#### TASK OBJECTIVE:
With the records below as input, work out how many lines include the word "Vera". Give only the number.

[Collection entries]

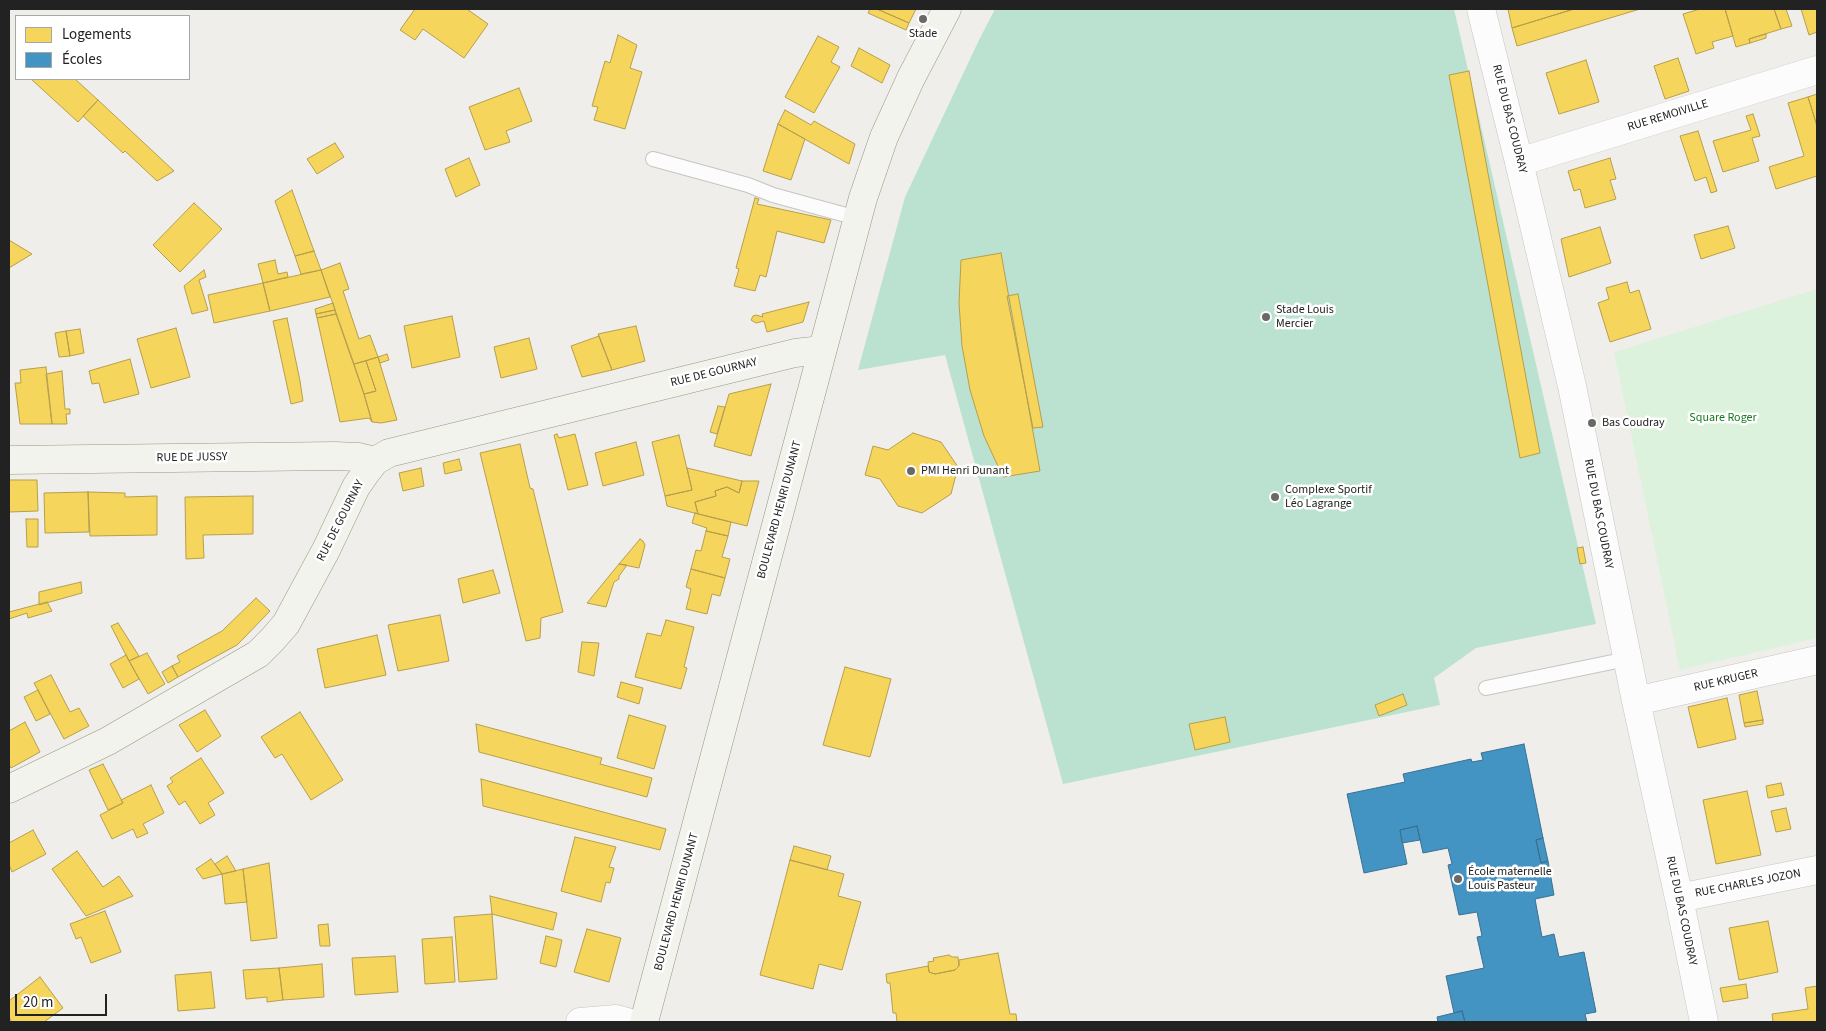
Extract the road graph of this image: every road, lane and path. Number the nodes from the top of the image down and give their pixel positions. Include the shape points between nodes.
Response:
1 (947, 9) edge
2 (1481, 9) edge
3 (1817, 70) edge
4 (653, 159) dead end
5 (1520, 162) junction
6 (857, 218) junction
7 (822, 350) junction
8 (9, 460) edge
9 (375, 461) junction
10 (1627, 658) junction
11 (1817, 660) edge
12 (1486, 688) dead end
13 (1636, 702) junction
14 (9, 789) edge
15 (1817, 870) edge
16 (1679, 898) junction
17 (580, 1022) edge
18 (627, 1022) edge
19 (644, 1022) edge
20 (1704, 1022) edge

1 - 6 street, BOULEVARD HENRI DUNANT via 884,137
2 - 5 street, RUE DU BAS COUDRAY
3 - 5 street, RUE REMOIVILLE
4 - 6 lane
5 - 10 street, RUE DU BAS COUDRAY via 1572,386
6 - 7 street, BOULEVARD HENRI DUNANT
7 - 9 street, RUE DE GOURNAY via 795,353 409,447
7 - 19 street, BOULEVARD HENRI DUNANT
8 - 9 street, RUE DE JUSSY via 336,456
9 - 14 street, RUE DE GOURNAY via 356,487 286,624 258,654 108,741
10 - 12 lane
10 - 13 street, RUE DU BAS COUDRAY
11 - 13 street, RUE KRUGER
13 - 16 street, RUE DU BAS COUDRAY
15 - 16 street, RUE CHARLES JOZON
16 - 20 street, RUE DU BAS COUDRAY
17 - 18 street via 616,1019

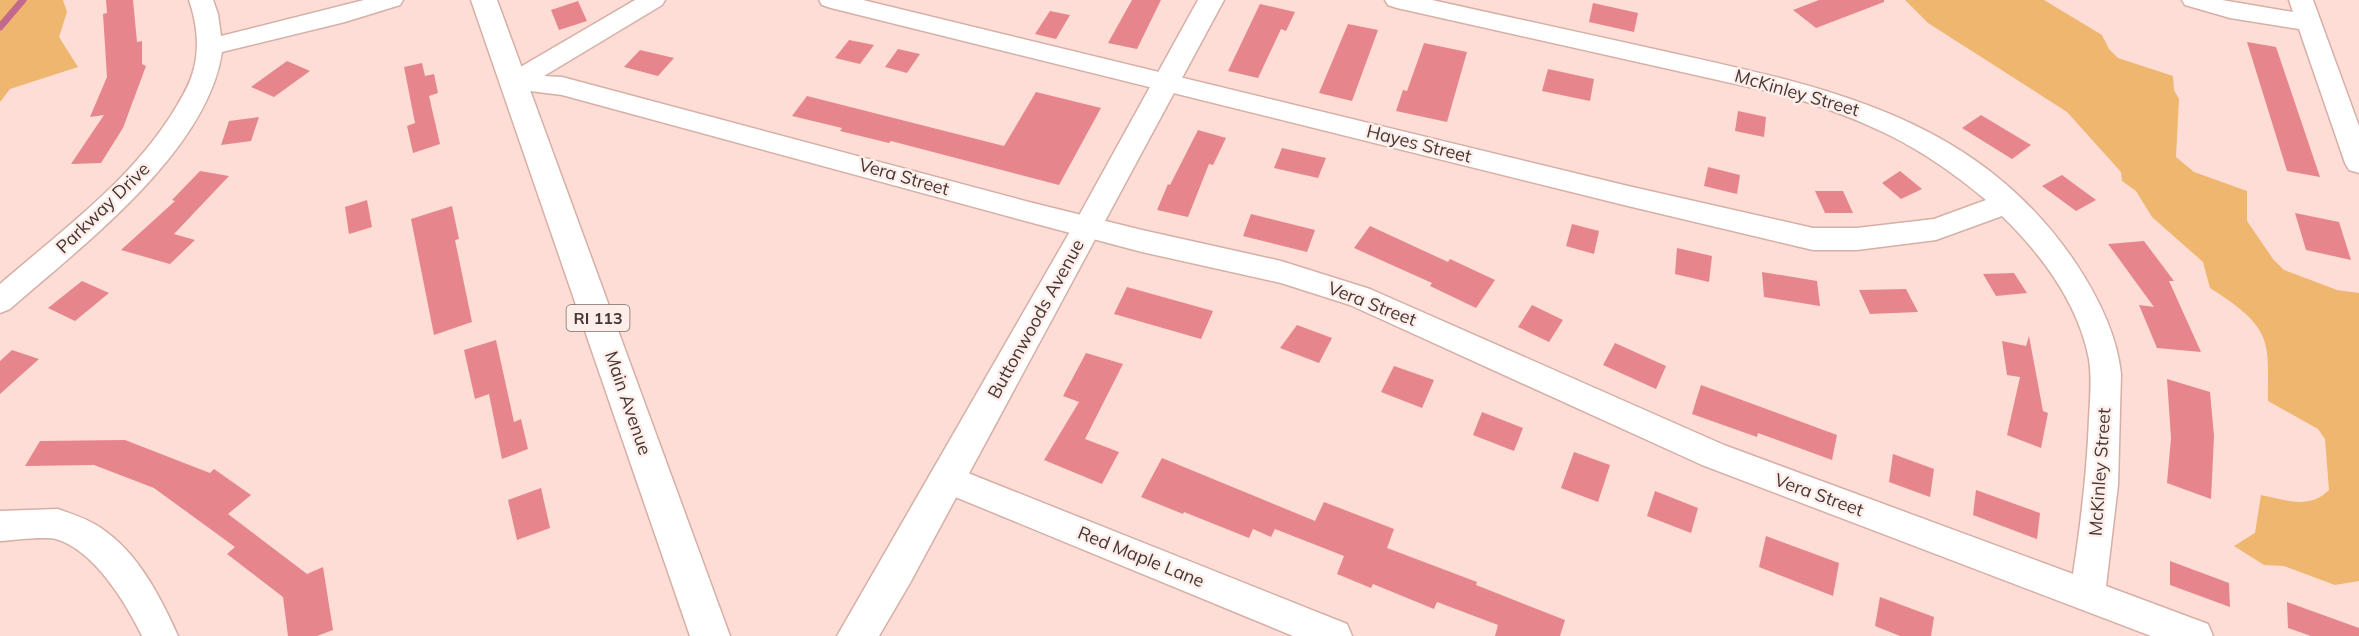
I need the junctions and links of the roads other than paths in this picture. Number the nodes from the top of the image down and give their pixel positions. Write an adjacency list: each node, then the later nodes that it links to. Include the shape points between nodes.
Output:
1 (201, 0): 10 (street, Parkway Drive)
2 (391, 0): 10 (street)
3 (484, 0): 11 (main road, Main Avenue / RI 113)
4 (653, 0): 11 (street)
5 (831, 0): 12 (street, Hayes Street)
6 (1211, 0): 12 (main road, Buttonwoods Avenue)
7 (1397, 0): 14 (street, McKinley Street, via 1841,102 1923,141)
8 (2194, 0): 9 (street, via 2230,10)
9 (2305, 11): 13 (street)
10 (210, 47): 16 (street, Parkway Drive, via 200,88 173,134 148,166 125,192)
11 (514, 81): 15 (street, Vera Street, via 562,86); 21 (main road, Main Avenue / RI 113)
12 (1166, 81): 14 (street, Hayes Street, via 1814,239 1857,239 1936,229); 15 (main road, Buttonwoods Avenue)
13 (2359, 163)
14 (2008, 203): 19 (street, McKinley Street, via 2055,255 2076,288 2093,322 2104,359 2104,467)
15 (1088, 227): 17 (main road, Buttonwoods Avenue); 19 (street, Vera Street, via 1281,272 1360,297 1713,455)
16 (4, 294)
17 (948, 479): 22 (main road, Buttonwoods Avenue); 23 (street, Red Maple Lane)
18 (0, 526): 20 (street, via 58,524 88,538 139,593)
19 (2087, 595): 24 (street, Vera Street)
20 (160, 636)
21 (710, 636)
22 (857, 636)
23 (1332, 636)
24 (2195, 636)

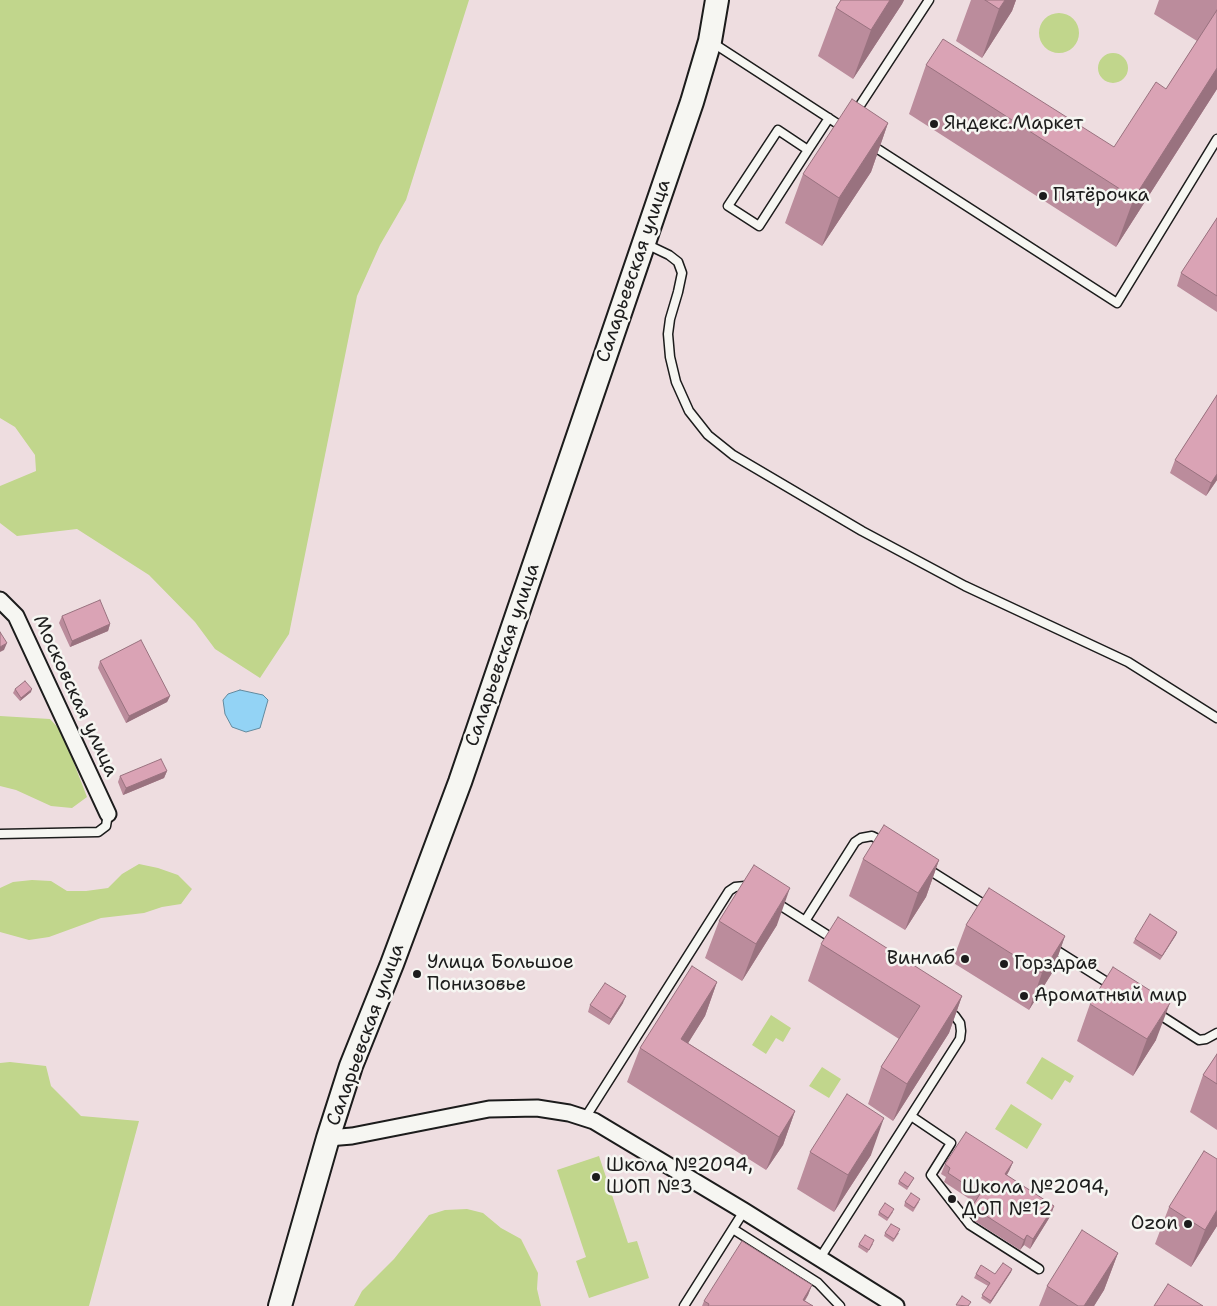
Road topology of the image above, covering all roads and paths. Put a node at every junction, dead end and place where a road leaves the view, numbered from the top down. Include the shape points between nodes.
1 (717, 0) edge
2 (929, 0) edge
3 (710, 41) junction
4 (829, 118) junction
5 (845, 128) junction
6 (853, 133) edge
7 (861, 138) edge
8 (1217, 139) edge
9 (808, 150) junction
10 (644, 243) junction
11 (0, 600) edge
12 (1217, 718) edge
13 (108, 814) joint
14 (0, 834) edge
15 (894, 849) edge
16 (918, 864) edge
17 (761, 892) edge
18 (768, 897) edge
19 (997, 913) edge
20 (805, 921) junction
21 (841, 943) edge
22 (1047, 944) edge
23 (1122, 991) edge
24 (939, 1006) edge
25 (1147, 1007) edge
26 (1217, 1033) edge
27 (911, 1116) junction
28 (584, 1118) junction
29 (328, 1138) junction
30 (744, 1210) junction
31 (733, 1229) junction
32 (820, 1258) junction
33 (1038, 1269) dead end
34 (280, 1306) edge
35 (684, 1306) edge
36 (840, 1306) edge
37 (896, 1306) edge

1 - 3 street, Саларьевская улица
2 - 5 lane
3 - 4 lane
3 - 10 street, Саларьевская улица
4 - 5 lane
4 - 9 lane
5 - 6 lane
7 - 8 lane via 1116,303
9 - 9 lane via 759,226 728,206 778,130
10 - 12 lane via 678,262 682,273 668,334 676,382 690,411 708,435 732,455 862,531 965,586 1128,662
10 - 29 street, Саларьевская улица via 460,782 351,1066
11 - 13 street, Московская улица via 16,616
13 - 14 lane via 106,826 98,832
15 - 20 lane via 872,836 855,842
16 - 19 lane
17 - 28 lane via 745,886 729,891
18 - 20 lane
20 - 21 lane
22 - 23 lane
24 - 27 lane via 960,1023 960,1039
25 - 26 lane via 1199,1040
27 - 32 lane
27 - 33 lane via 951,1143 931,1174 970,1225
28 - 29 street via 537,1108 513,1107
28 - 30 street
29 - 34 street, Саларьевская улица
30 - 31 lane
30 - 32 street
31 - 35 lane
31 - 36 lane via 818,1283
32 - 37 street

#### EXERCISE OUTPUT:
3